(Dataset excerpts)
----------------
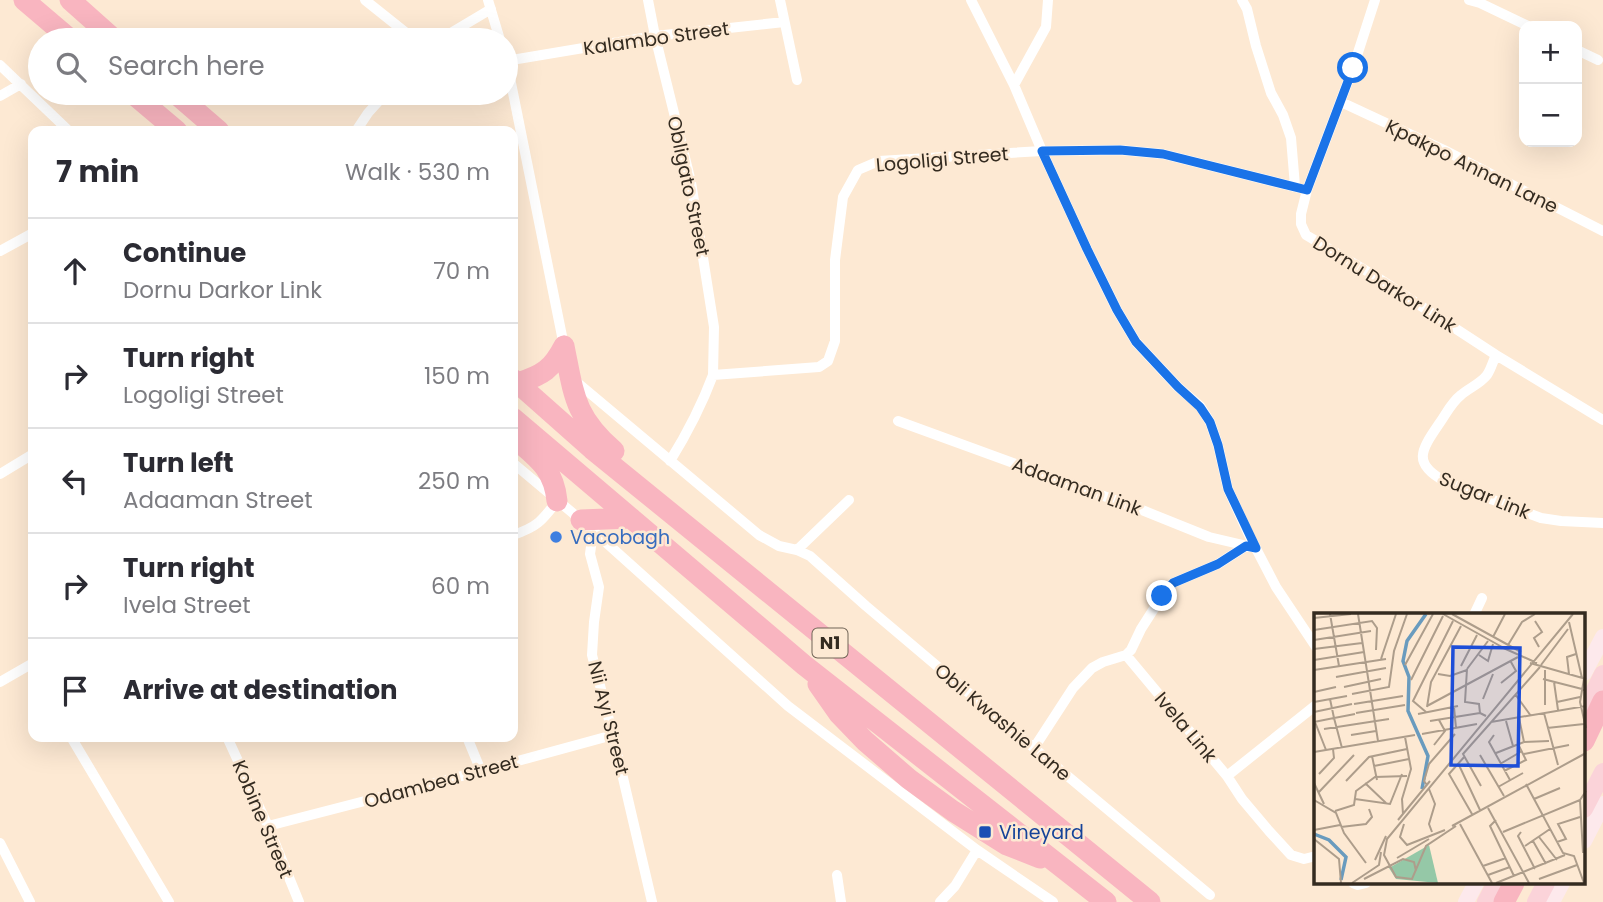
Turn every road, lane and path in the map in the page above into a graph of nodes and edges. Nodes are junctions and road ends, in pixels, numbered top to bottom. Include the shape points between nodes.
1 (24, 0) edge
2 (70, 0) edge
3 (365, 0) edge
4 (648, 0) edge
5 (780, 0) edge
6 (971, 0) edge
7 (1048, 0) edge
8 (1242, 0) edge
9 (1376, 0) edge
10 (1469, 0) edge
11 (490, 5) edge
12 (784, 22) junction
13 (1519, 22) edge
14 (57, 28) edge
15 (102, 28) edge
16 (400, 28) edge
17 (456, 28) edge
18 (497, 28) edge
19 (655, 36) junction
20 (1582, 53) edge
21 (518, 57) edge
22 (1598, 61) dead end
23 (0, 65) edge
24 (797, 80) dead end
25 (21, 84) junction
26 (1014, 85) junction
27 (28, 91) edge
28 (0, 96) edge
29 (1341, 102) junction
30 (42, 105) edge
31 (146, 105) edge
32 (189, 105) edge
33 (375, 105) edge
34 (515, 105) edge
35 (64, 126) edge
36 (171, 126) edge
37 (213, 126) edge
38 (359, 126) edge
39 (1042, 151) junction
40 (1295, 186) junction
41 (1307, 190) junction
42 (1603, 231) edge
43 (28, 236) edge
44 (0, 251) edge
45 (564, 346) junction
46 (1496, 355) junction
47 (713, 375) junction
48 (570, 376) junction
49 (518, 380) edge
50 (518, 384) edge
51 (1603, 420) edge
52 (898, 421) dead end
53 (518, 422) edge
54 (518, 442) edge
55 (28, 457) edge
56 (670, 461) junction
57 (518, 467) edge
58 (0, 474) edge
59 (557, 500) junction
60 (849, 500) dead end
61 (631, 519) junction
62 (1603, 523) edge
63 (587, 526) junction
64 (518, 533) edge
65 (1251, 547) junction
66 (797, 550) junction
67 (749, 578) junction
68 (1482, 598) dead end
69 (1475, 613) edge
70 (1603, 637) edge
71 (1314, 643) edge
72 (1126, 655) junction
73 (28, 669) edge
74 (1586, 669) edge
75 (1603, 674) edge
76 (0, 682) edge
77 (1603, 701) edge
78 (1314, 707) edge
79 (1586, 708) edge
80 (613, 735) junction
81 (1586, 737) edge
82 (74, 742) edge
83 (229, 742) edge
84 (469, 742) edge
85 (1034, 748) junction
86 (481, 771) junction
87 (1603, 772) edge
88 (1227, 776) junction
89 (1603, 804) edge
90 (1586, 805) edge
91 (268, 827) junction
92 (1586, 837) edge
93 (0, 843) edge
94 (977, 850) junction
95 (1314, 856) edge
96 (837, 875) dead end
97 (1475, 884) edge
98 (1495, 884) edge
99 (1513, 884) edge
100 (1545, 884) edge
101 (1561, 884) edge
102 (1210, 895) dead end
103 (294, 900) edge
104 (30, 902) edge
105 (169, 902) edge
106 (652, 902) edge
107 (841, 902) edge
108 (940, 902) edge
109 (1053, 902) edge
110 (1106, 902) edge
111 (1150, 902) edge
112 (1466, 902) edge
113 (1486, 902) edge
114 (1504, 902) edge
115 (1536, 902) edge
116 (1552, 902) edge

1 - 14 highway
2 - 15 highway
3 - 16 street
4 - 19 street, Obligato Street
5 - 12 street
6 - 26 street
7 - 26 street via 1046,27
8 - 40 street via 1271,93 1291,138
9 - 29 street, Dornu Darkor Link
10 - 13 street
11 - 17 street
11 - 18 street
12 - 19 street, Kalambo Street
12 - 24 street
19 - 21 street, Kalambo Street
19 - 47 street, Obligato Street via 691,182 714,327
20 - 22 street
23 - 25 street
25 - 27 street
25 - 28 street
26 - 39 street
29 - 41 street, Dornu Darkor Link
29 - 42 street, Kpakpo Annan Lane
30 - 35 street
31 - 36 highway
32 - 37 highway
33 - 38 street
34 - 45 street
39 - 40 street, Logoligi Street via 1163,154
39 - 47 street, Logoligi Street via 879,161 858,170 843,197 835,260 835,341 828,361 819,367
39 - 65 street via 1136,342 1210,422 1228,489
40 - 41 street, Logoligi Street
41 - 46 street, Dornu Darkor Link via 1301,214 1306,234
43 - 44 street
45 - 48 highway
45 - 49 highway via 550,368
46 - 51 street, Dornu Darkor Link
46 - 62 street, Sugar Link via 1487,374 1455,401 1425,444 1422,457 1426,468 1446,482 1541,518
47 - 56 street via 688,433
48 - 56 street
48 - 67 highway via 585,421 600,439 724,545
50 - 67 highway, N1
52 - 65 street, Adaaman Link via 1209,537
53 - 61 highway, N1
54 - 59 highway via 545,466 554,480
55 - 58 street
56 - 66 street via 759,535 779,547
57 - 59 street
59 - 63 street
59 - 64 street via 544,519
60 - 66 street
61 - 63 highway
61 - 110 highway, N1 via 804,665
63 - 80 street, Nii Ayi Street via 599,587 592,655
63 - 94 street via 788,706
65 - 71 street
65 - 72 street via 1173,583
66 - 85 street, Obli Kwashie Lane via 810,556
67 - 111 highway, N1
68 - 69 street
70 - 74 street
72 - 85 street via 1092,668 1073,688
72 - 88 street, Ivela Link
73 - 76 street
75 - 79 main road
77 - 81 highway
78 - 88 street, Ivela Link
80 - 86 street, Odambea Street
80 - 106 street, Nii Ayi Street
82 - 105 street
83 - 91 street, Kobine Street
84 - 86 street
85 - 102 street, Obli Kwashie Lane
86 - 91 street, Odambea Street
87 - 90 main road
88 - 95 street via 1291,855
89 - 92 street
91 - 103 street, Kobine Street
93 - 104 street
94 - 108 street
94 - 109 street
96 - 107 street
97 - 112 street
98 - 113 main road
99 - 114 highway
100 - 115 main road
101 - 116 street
----------------
## [AIM OF THE EXERCISE]
If a line in the entries contains "Logoligi", copy it.

## [ANSWER AREA]
39 - 40 street, Logoligi Street via 1163,154
39 - 47 street, Logoligi Street via 879,161 858,170 843,197 835,260 835,341 828,361 819,367
40 - 41 street, Logoligi Street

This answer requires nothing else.